**Exercise prompt:** Copy every entry as is. Leave images out.

**Stored records:**
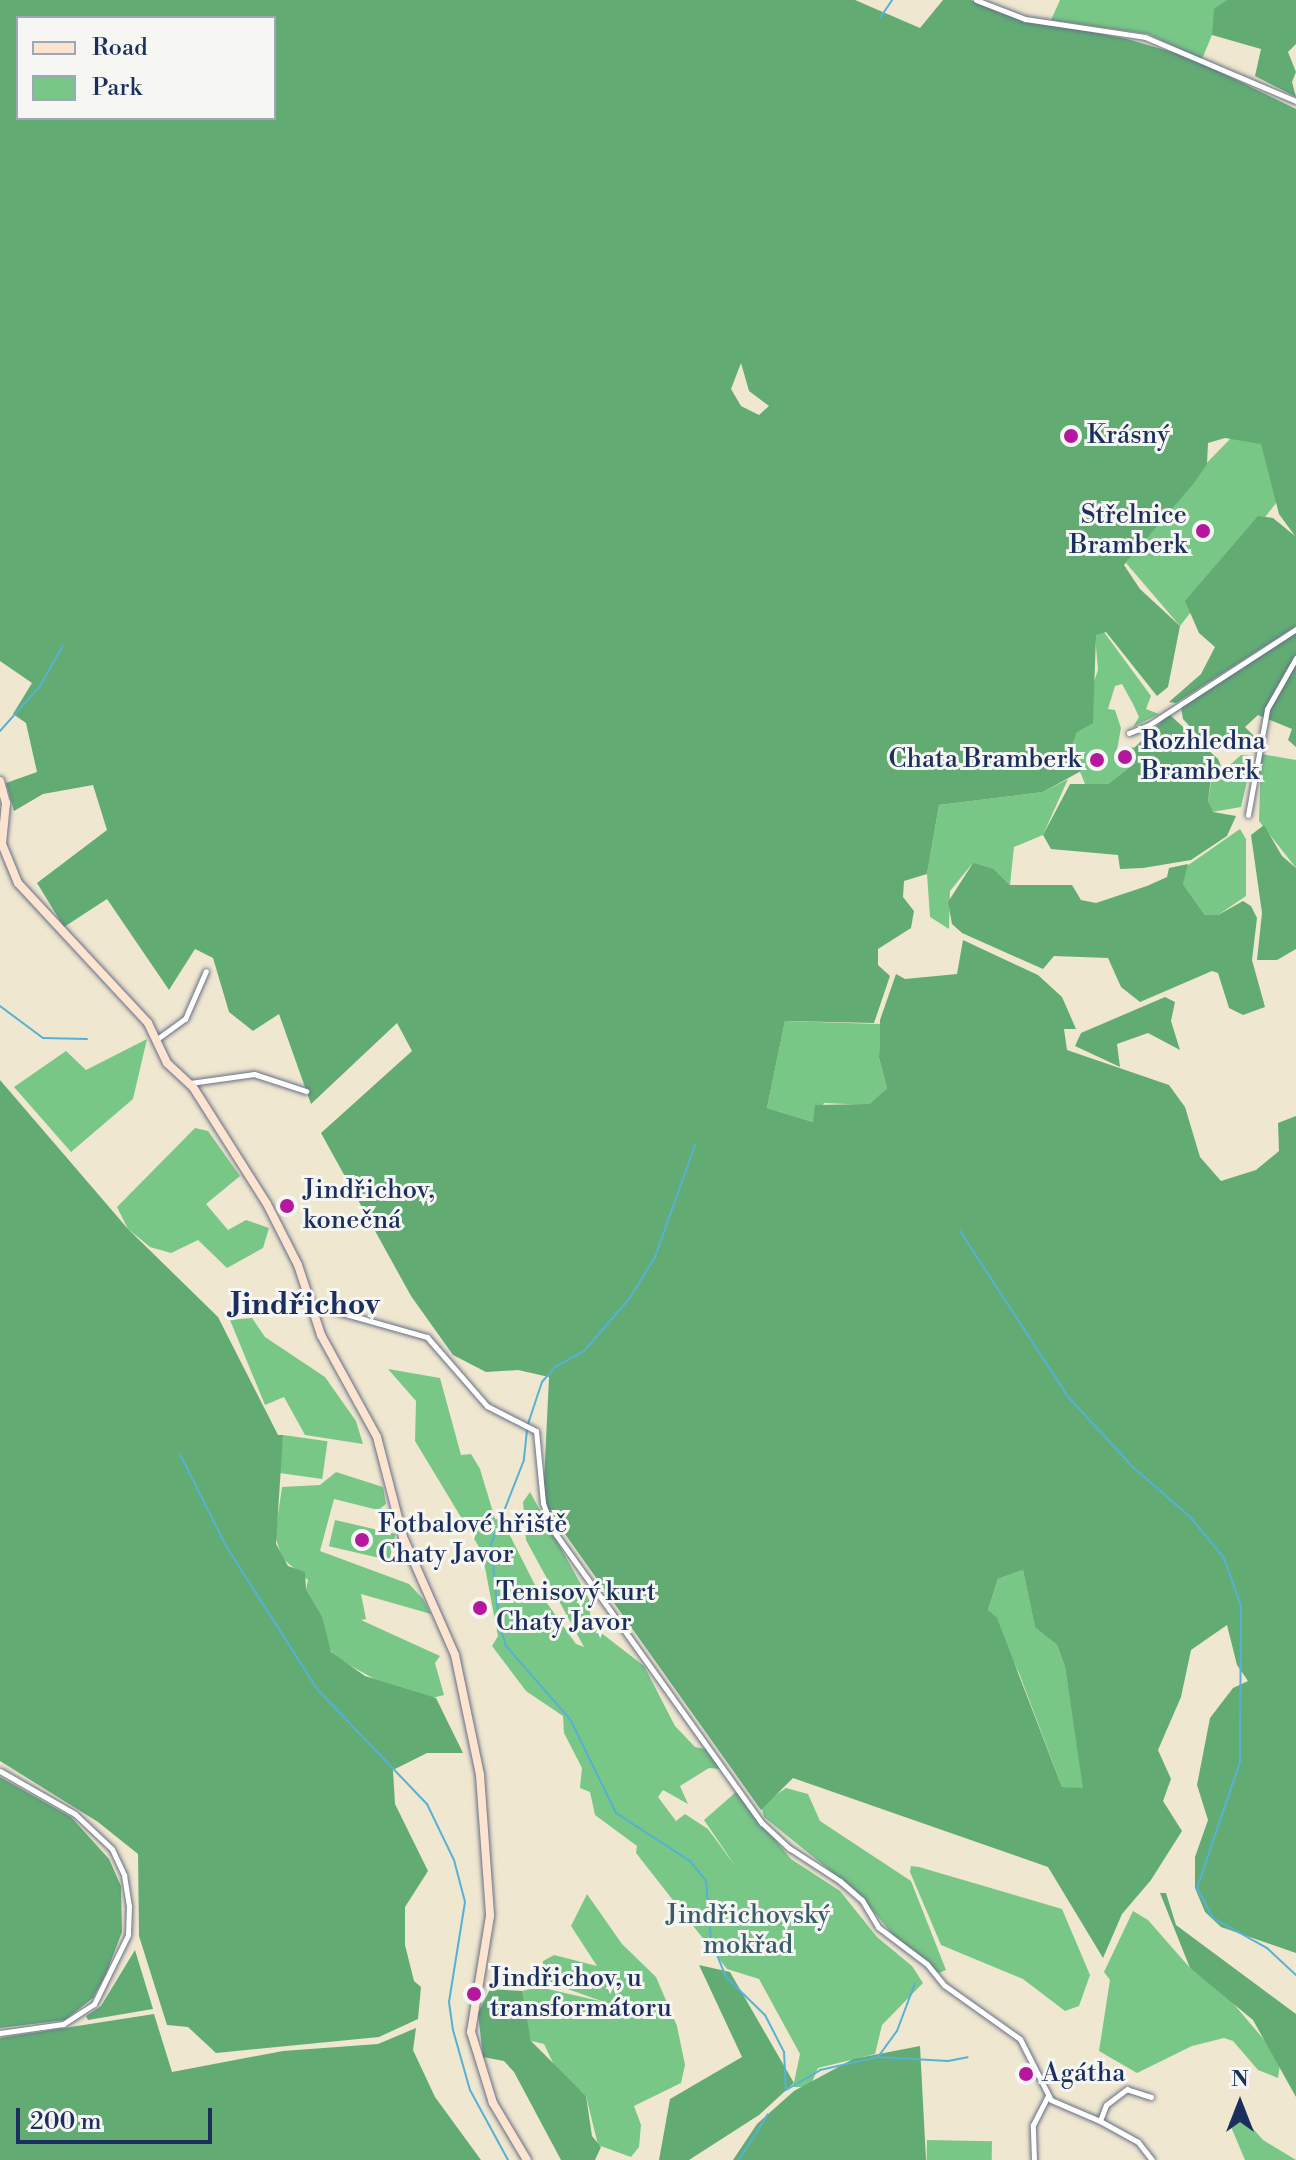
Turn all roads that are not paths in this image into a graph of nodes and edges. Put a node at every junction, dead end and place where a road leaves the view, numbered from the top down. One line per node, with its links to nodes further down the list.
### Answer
1 (976, 0): 2 (street)
2 (1296, 101)
3 (1296, 629): 5 (street)
4 (1296, 658): 7 (street)
5 (1129, 733)
6 (0, 781): 9 (street)
7 (1248, 815)
8 (206, 971): 9 (street)
9 (157, 1039): 10 (street)
10 (189, 1083): 11 (street); 12 (street)
11 (306, 1091)
12 (309, 1304): 15 (street); 18 (street)
13 (0, 1771): 14 (street)
14 (0, 2033)
15 (1048, 2096): 17 (street); 19 (street)
16 (1151, 2097): 17 (street)
17 (1100, 2121): 20 (street)
18 (527, 2160)
19 (1034, 2160)
20 (1152, 2160)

**Response to the task:**
Turn all roads that are not paths in this image into a graph of nodes and edges. Put a node at every junction, dead end and place where a road leaves the view, numbered from the top down. One line per node, with its links to nodes further down the list.
### Answer
1 (976, 0): 2 (street)
2 (1296, 101)
3 (1296, 629): 5 (street)
4 (1296, 658): 7 (street)
5 (1129, 733)
6 (0, 781): 9 (street)
7 (1248, 815)
8 (206, 971): 9 (street)
9 (157, 1039): 10 (street)
10 (189, 1083): 11 (street); 12 (street)
11 (306, 1091)
12 (309, 1304): 15 (street); 18 (street)
13 (0, 1771): 14 (street)
14 (0, 2033)
15 (1048, 2096): 17 (street); 19 (street)
16 (1151, 2097): 17 (street)
17 (1100, 2121): 20 (street)
18 (527, 2160)
19 (1034, 2160)
20 (1152, 2160)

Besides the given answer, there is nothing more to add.